La campaña del aceite de oliva va lenta y se prevén precios estables o ligeramente al alza

La campaña del aceite de oliva va lenta y se prevén precios estables o ligeramente al alza
La campaña del aceite de oliva avanza con retraso en Andalucía por las lluvias y con una cosecha menor de lo previsto, mientras el mercado mantiene un ritmo alto de ventas. En este contexto, los precios se sostienen estables o con ligeras subidas, a la espera de cómo evolucione una oferta más corta de lo habitual.

Las últimas lluvias han hecho que la campaña del aceite de oliva -Andalucía es la principal región productora de España- avance lentamente a comienzos de 2026 con una previsión de cosecha algo inferior a lo esperado -aunque una parte del sector olivarero habla de un 30 % menos- y unos precios estables o ligeramente al alza.

En el último mes el precio del aceite de oliva virgen ha caído en general y el del lampante se ha mantenido más estable, según las cotizaciones en origen recogidas por el sistema Poolred, mientras que el observatorio de Infaoliva muestra precios de unos 4 euros por litro de virgen extra, 3,7 euros en virgen y 3,6 euros en lampante.

"Por fin este año está lloviendo, pero se están perdiendo muchos días por la lluvia y la recolección va lenta, con cierto retraso", ha asegurado a Efeagro el responsable del Aceite de Cooperativas Agroalimentarias de España, Rafael Sánchez de Puerta.

"Buena" respuesta del mercado

Los últimos datos difundidos por el Ministerio de Agricultura, Pesca y Alimentación recogen una campaña "ralentizada" en noviembre, con una producción de casi 300.000 toneladas en los dos primeros meses de cosecha y unas 391.000 toneladas de existencias.

A eso se une un ritmo alto de ventas, de unas 228.000 toneladas si se suman las 148.000 toneladas en exportaciones y las 80.200 del mercado interior.
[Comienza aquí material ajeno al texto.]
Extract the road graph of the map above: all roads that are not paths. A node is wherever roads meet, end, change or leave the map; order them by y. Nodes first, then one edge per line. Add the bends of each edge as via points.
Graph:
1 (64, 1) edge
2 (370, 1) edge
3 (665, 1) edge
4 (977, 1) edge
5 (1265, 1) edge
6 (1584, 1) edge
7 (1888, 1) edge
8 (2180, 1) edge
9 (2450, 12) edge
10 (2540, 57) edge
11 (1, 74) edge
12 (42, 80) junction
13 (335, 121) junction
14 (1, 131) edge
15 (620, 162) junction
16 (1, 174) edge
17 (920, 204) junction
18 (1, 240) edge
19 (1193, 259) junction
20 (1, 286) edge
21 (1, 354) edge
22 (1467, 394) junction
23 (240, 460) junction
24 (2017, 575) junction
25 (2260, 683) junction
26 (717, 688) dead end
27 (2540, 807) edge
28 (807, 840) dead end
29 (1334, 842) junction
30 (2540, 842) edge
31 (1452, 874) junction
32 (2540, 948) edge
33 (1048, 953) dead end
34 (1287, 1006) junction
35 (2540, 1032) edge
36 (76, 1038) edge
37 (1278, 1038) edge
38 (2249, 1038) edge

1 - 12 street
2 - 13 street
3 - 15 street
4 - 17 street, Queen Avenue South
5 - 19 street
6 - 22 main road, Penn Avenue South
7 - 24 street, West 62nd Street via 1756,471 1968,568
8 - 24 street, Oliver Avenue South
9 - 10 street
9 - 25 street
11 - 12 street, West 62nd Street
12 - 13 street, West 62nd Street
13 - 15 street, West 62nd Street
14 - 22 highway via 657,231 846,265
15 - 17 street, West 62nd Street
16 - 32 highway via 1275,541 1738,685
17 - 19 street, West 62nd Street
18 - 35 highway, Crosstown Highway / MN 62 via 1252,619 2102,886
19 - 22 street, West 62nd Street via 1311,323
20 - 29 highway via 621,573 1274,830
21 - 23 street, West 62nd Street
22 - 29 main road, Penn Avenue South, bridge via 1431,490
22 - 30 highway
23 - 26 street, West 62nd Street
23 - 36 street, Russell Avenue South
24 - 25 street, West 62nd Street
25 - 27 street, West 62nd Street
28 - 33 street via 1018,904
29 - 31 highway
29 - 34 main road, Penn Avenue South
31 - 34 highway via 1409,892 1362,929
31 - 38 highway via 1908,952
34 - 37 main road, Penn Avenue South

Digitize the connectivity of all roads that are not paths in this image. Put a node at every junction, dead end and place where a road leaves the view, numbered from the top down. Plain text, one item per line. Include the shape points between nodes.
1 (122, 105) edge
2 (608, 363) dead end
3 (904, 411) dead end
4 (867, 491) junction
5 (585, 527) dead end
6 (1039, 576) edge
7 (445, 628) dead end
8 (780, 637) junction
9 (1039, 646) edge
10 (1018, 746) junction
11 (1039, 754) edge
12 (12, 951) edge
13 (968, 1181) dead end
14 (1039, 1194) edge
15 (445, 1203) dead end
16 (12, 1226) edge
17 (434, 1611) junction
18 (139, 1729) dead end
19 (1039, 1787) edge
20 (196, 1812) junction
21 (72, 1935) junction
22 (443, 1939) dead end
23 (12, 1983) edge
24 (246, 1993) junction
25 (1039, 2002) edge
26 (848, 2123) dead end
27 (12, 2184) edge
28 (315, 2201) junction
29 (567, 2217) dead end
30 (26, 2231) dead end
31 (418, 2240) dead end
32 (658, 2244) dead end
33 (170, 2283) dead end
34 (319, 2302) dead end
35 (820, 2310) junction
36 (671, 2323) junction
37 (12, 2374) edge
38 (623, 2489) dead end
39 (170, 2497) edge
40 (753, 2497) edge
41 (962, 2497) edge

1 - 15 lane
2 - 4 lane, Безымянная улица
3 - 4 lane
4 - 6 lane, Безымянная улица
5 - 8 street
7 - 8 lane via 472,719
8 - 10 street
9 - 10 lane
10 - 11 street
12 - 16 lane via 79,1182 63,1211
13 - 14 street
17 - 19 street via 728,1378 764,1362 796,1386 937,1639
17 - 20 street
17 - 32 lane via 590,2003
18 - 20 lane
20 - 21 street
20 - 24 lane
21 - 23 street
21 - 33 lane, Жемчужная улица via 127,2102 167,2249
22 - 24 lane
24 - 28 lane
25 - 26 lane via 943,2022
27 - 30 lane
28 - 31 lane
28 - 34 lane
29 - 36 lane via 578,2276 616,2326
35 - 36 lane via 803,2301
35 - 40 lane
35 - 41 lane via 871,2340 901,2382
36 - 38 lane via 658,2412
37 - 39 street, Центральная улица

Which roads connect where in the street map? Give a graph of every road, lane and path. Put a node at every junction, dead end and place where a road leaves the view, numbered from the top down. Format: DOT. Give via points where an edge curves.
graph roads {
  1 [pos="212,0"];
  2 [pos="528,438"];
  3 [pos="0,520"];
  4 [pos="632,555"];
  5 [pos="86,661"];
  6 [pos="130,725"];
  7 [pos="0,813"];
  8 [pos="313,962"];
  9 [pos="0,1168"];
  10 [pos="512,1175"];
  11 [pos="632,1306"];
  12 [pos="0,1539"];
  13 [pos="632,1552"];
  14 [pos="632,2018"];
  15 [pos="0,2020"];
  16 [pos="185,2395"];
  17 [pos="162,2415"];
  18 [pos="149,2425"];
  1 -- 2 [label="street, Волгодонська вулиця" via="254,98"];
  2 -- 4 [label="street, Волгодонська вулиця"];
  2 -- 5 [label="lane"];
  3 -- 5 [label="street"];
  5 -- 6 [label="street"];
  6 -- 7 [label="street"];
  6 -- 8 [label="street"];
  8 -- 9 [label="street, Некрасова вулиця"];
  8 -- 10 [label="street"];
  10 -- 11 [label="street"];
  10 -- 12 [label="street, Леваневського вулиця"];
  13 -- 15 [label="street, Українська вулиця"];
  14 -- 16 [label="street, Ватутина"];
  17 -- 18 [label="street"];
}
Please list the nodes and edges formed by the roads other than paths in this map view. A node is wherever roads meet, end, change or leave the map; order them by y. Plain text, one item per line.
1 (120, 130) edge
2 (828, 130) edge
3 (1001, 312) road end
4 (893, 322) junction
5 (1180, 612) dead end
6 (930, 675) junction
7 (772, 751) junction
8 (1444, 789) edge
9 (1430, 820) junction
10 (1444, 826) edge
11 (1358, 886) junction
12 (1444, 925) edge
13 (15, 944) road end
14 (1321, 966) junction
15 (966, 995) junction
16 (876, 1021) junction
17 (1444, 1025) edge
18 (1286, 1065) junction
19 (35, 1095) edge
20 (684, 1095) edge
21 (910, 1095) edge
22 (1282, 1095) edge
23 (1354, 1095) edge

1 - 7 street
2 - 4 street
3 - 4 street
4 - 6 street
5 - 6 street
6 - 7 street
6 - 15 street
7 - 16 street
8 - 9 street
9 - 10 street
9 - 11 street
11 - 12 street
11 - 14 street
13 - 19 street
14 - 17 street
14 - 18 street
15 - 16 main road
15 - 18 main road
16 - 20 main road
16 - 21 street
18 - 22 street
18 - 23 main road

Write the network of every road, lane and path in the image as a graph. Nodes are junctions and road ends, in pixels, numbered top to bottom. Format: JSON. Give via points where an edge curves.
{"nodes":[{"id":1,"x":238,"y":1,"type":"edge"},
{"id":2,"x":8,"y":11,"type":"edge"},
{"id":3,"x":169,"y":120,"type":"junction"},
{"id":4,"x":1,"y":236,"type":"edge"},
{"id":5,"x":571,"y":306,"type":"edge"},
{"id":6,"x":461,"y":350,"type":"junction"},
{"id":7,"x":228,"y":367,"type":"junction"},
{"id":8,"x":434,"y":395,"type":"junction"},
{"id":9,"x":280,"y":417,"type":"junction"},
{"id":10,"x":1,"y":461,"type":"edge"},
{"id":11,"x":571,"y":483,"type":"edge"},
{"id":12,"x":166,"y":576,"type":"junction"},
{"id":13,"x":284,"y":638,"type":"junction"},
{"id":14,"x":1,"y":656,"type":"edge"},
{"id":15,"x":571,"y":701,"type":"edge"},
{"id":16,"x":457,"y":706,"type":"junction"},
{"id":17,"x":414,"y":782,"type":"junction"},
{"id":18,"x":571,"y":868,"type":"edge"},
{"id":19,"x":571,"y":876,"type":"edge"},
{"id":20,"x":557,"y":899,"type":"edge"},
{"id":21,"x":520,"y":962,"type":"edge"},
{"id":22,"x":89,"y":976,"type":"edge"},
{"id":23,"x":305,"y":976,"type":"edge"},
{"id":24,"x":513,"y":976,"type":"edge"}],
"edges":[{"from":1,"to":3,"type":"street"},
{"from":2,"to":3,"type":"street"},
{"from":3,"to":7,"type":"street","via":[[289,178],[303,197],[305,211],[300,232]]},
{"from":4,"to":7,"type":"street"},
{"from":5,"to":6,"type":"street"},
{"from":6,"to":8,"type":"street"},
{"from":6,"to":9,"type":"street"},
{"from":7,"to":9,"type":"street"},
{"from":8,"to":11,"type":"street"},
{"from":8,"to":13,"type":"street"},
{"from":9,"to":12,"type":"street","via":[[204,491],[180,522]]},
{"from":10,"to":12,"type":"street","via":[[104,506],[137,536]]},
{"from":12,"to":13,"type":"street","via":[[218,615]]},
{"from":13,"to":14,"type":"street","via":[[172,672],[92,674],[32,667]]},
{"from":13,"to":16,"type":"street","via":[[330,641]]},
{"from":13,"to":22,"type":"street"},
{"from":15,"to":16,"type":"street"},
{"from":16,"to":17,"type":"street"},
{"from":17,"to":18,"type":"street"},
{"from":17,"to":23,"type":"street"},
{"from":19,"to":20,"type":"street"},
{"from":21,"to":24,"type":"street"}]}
Sánchez de Puerta da por "buena" la producción estimada de 1,3 millones de toneladas para la campaña 2025-2026 (3 % menos que la anterior) y prevé una situación de "continuidad si los mercados siguen tirando bien".

Sobre los precios, ha augurado que más adelante "no debería haber grandes diferencias" con el nivel actual, "bueno" tanto para los productores como para los consumidores.

Retos en empleo y agua

Entre los retos pendientes, Sánchez de Puerta ha destacado la falta de mano de obra -"con más pena que gloria se va cogiendo la aceituna"- y ha instado a buscar fórmulas para facilitar la contratación de extranjeros.

También persiste la preocupación por el agua, ya que ha empezado a llover "muy avanzado" el mes de noviembre, lo que ha ocasionado la pérdida de hasta 200.000 toneladas de aceite este año, según los cálculos de las cooperativas.

El técnico de la organización agraria Asaja José Ugarrio ha considerado que la producción puede estar "ligeramente" por debajo de las primeras estimaciones de aforo, en torno a 50.000 toneladas menos, y que los precios "quizás repunten" si se mantienen las salidas al mercado.

"El frío y las lluvias están haciendo que la recolección sea intermitente por días", ha explicado Ugarrio, que ha remarcado que el agricultor "no decide el momento óptimo de recolección", sino cuando dispone de cuadrillas, y que ahora en invierno es importante que llueva para garantizar las reservas de agua.

Para el responsable del Aceite de COAG, Juan Luis Ávila, en el campo "hay bastante menos aceituna que el año pasado, en torno a un 30 % menos", lo que situaría la producción en un millón de toneladas.

"El retraso en la recolección es tremendo, como hace mucho que no se producía, y no hay tanto aceite para la fecha en la que estamos", ha sostenido Ávila, que ha vaticinado un año de "estabilidad al alza de los precios", con un mercado "muy fuerte".

El secretario general de UPA Andalucía y responsable del Aceite de oliva, Jesús Cózar, ha apuntado que la oferta será "escasa", menor que en la anterior campaña, tal como se está viendo en muchas zonas de esa región productora, mientas sigue el "buen" ritmo de comercialización y los precios pueden subir "un poco".

"El consumidor sigue apostando por la máxima calidad del aceite de oliva. Esperamos que eso revierta en el precio para el productor y se cubran como mínimo los costes de producción en el olivar tradicional, que roza el 70 % de la extensión en Andalucía", ha añadido.